- Required action -
Nothing but the text should be carried over: reproduce all the data exactly and leave out every image.

··· Data excerpts ···

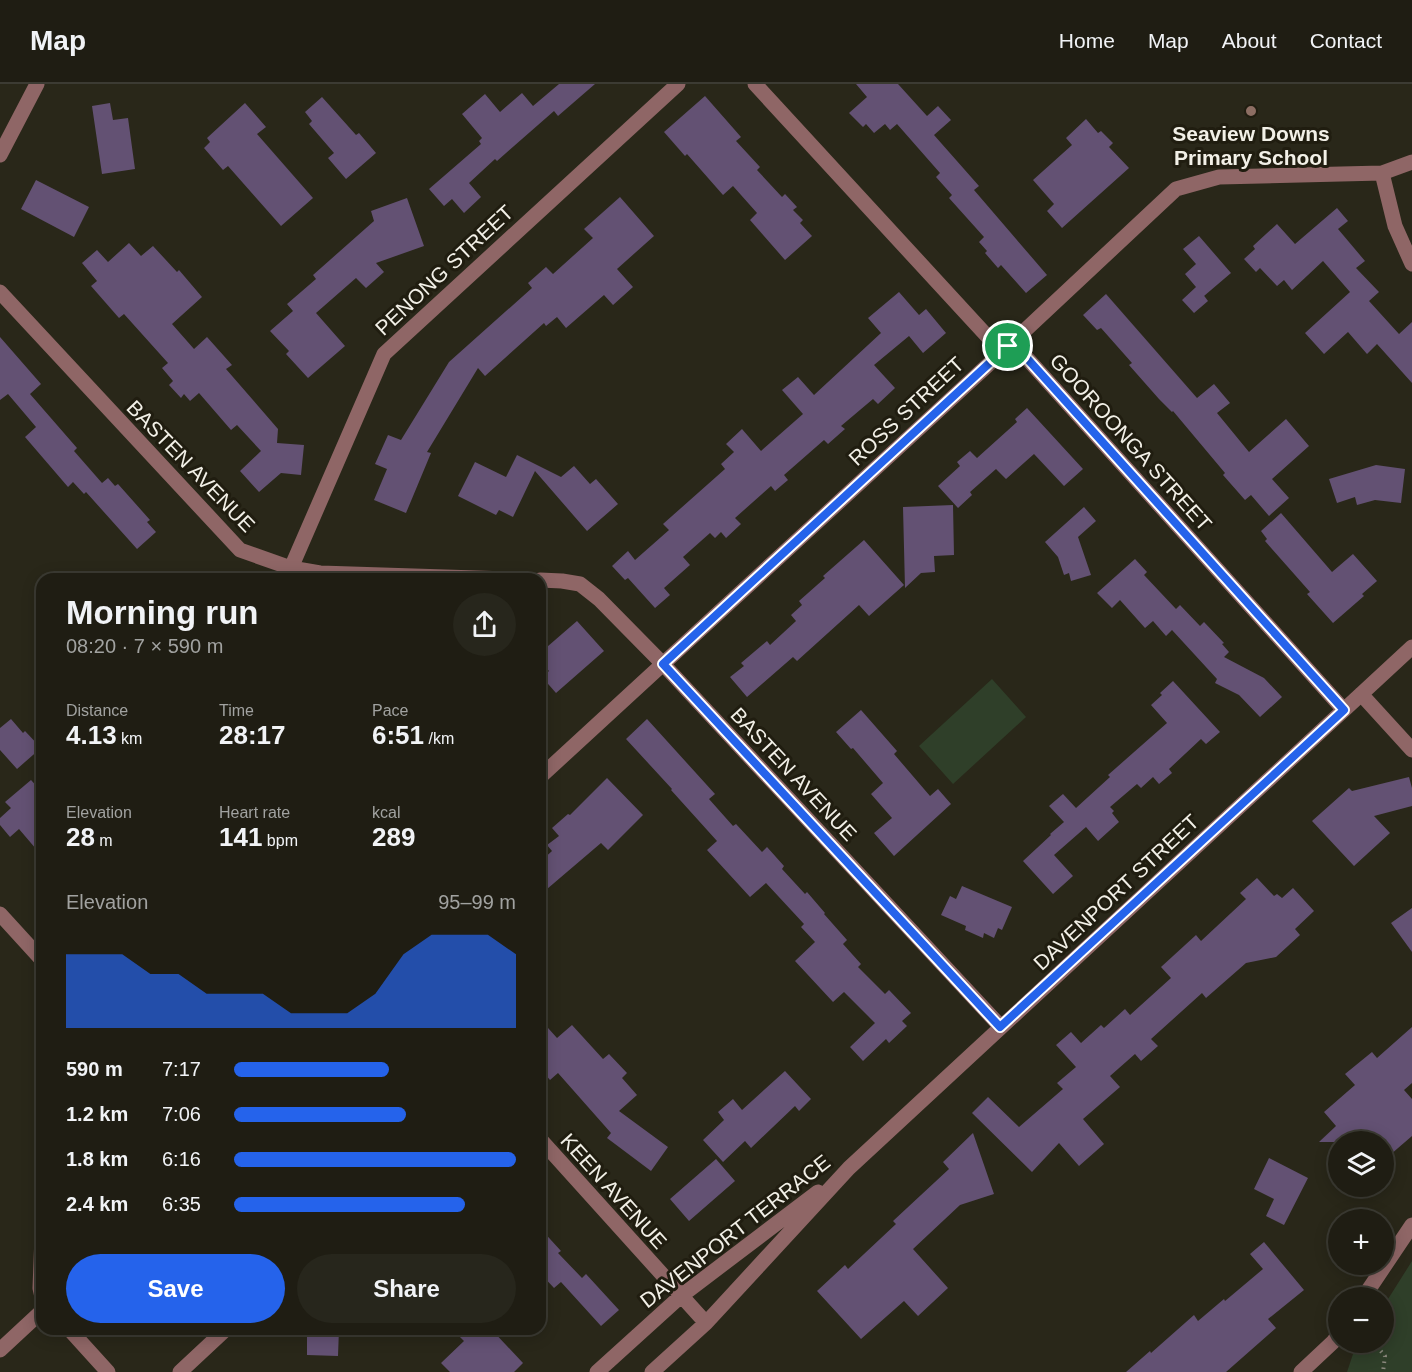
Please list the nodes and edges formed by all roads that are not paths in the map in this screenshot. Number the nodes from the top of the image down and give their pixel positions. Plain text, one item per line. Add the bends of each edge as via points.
1 (38, 84) edge
2 (678, 84) edge
3 (754, 84) edge
4 (0, 155) edge
5 (1412, 162) edge
6 (1382, 173) junction
7 (1412, 264) edge
8 (0, 292) edge
9 (1008, 346) junction
10 (291, 568) junction
11 (320, 573) edge
12 (546, 580) edge
13 (1412, 647) edge
14 (663, 664) junction
15 (1361, 694) junction
16 (1344, 710) junction
17 (1412, 750) edge
18 (546, 771) edge
19 (0, 914) edge
20 (36, 953) edge
21 (1000, 1027) junction
22 (546, 1146) edge
23 (849, 1168) junction
24 (1412, 1226) edge
25 (1370, 1287) edge
26 (681, 1296) junction
27 (36, 1317) edge
28 (706, 1323) junction
29 (74, 1335) edge
30 (220, 1335) edge
31 (1328, 1347) edge
32 (0, 1350) edge
33 (108, 1372) edge
34 (180, 1372) edge
35 (597, 1372) edge
36 (652, 1372) edge
37 (1301, 1372) edge

1 - 4 street
2 - 10 street, PENONG STREET via 384,354
3 - 9 street, GOOROONGA STREET via 987,336
5 - 6 street, ROSS STREET
6 - 7 street via 1395,226
6 - 9 street, ROSS STREET via 1219,177 1176,189
8 - 10 street, BASTEN AVENUE via 240,550
9 - 14 street, ROSS STREET
9 - 16 street, GOOROONGA STREET via 1024,355
10 - 11 street, BASTEN AVENUE
12 - 14 street, BASTEN AVENUE via 580,584 600,599
13 - 15 street, DAVENPORT STREET
14 - 18 street, ROSS STREET
14 - 21 street, BASTEN AVENUE
15 - 16 street, DAVENPORT STREET
15 - 17 street
16 - 21 street, DAVENPORT STREET
19 - 20 street
21 - 23 street, DAVENPORT STREET
22 - 26 street, KEEN AVENUE
23 - 26 street, DAVENPORT TERRACE
23 - 28 street, DAVENPORT TERRACE
24 - 25 street
26 - 28 street, KEEN AVENUE
26 - 35 street, DAVENPORT TERRACE
27 - 32 street
28 - 36 street, DAVENPORT TERRACE
29 - 33 street
30 - 34 street
31 - 37 street

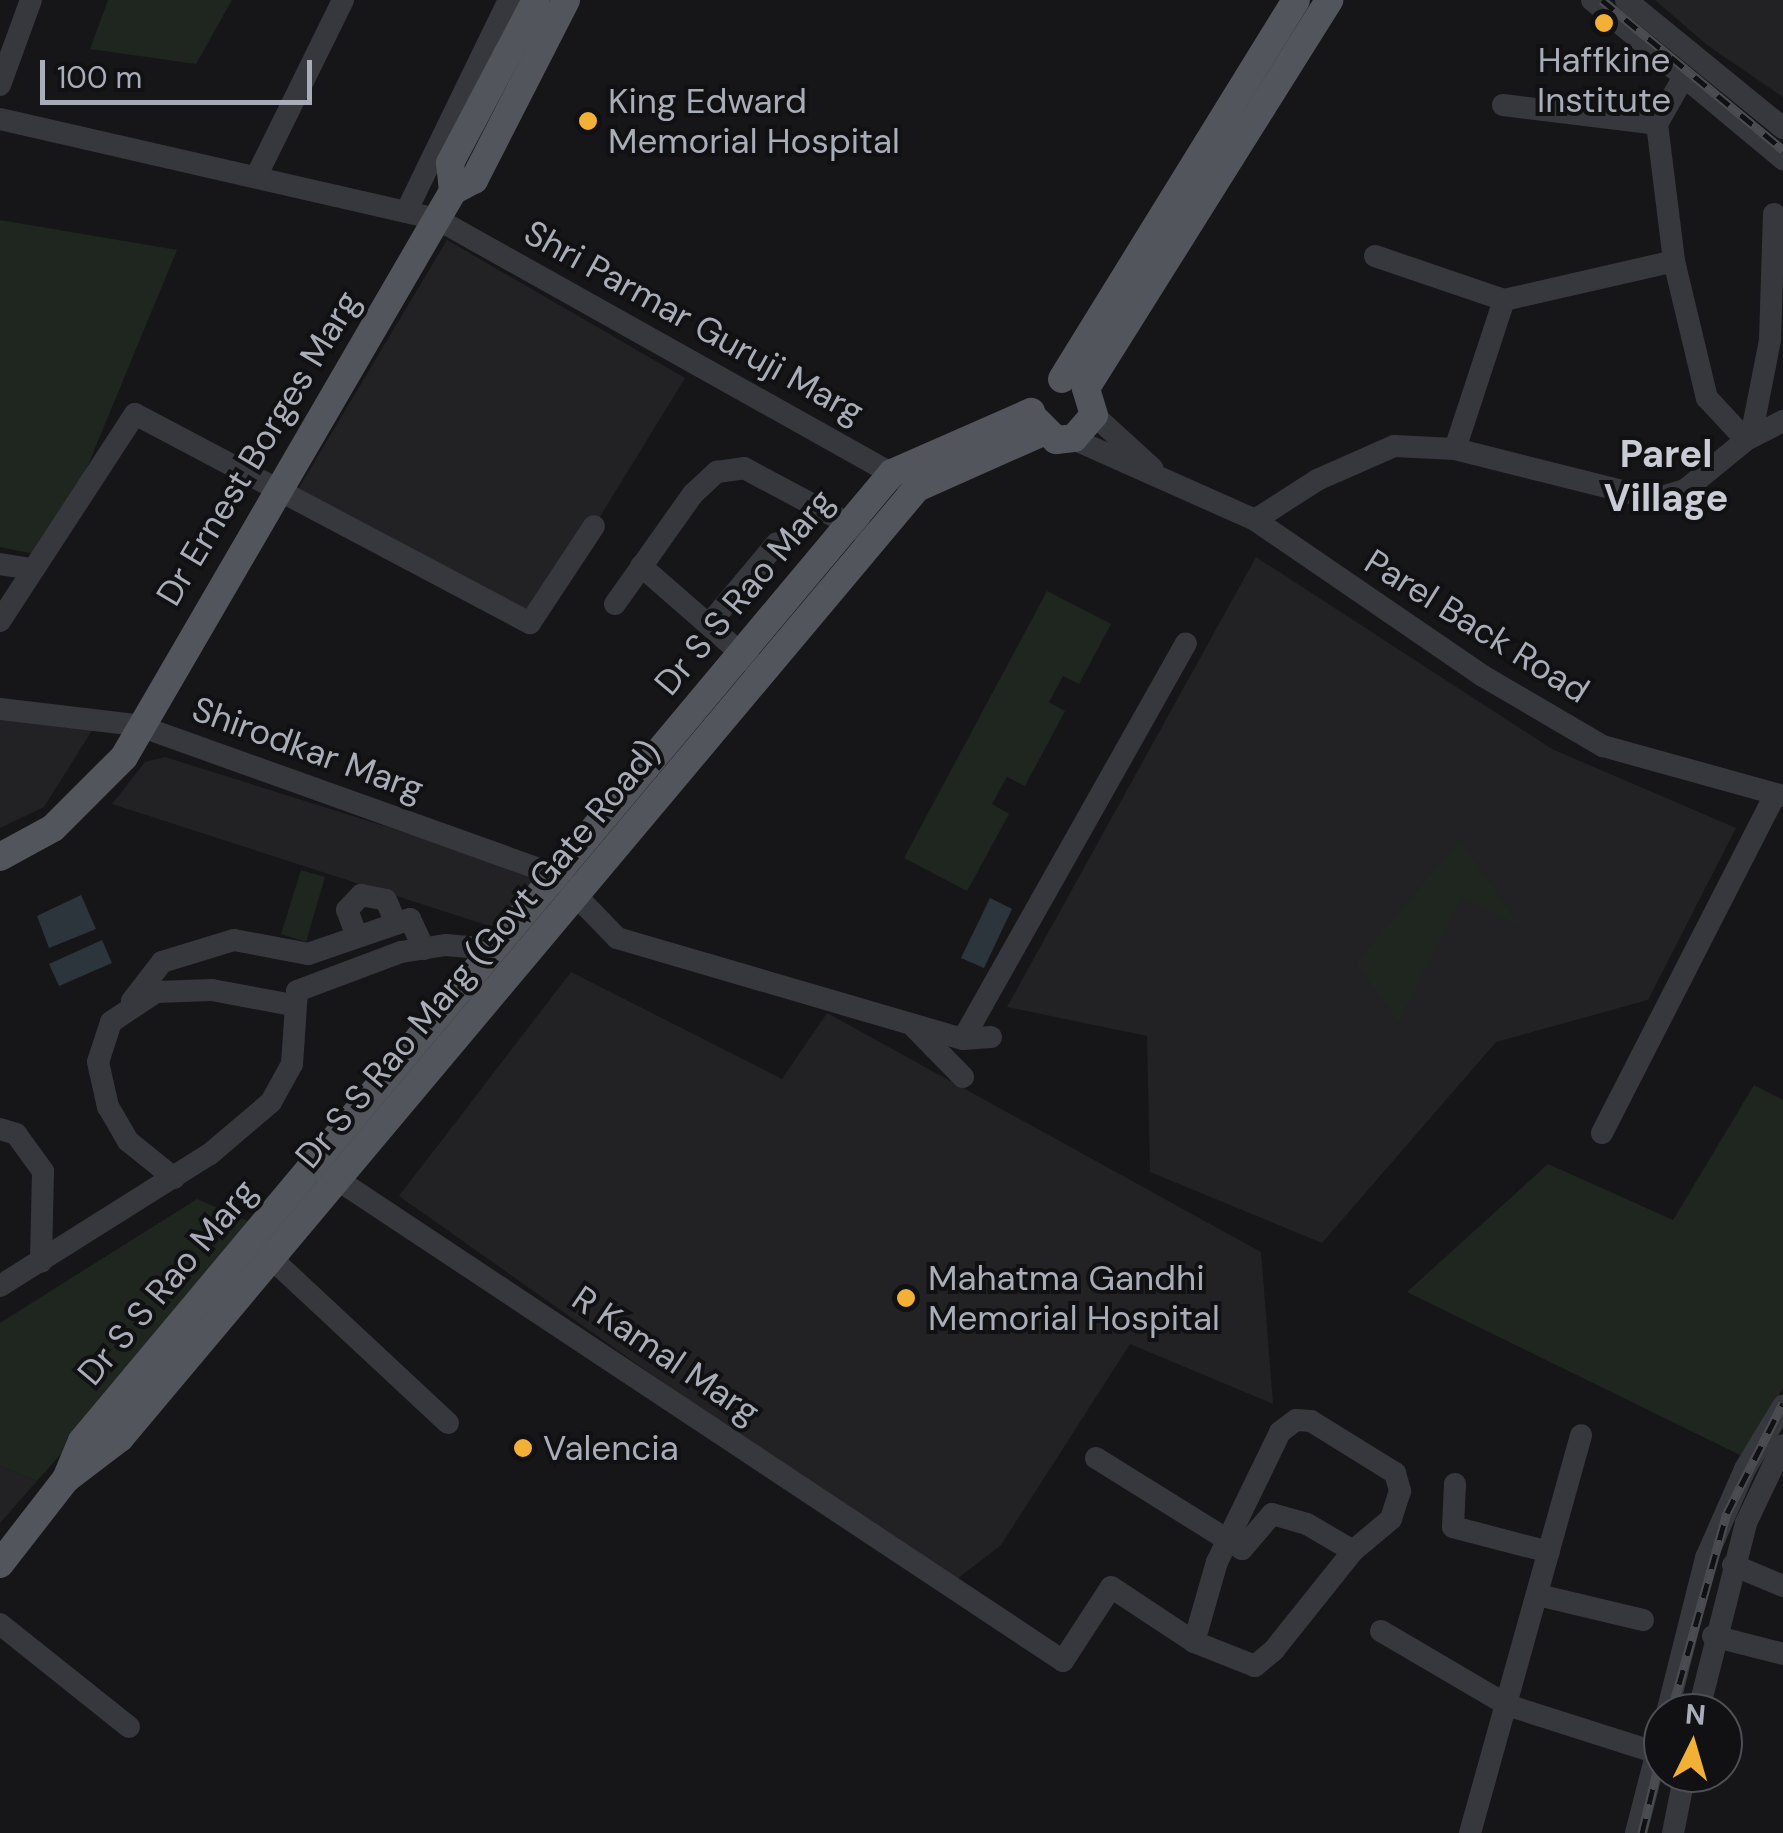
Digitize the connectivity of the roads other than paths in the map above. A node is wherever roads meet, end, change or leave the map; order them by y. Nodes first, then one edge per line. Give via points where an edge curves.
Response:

···

- Response to the exercise -
Please list the nodes and edges formed by all roads that are not paths in the map in this screenshot. Number the nodes from the top of the image down and give their pixel positions. Plain text, one item per line. Add the bends of each edge as via points.
1 (38, 84) edge
2 (678, 84) edge
3 (754, 84) edge
4 (0, 155) edge
5 (1412, 162) edge
6 (1382, 173) junction
7 (1412, 264) edge
8 (0, 292) edge
9 (1008, 346) junction
10 (291, 568) junction
11 (320, 573) edge
12 (546, 580) edge
13 (1412, 647) edge
14 (663, 664) junction
15 (1361, 694) junction
16 (1344, 710) junction
17 (1412, 750) edge
18 (546, 771) edge
19 (0, 914) edge
20 (36, 953) edge
21 (1000, 1027) junction
22 (546, 1146) edge
23 (849, 1168) junction
24 (1412, 1226) edge
25 (1370, 1287) edge
26 (681, 1296) junction
27 (36, 1317) edge
28 (706, 1323) junction
29 (74, 1335) edge
30 (220, 1335) edge
31 (1328, 1347) edge
32 (0, 1350) edge
33 (108, 1372) edge
34 (180, 1372) edge
35 (597, 1372) edge
36 (652, 1372) edge
37 (1301, 1372) edge

1 - 4 street
2 - 10 street, PENONG STREET via 384,354
3 - 9 street, GOOROONGA STREET via 987,336
5 - 6 street, ROSS STREET
6 - 7 street via 1395,226
6 - 9 street, ROSS STREET via 1219,177 1176,189
8 - 10 street, BASTEN AVENUE via 240,550
9 - 14 street, ROSS STREET
9 - 16 street, GOOROONGA STREET via 1024,355
10 - 11 street, BASTEN AVENUE
12 - 14 street, BASTEN AVENUE via 580,584 600,599
13 - 15 street, DAVENPORT STREET
14 - 18 street, ROSS STREET
14 - 21 street, BASTEN AVENUE
15 - 16 street, DAVENPORT STREET
15 - 17 street
16 - 21 street, DAVENPORT STREET
19 - 20 street
21 - 23 street, DAVENPORT STREET
22 - 26 street, KEEN AVENUE
23 - 26 street, DAVENPORT TERRACE
23 - 28 street, DAVENPORT TERRACE
24 - 25 street
26 - 28 street, KEEN AVENUE
26 - 35 street, DAVENPORT TERRACE
27 - 32 street
28 - 36 street, DAVENPORT TERRACE
29 - 33 street
30 - 34 street
31 - 37 street

Digitize the connectivity of the roads other than paths in the map above. A node is wherever roads meet, end, change or leave the map; order them by y. Nodes first, then one edge per line. Give via points where an edge curves.
Response:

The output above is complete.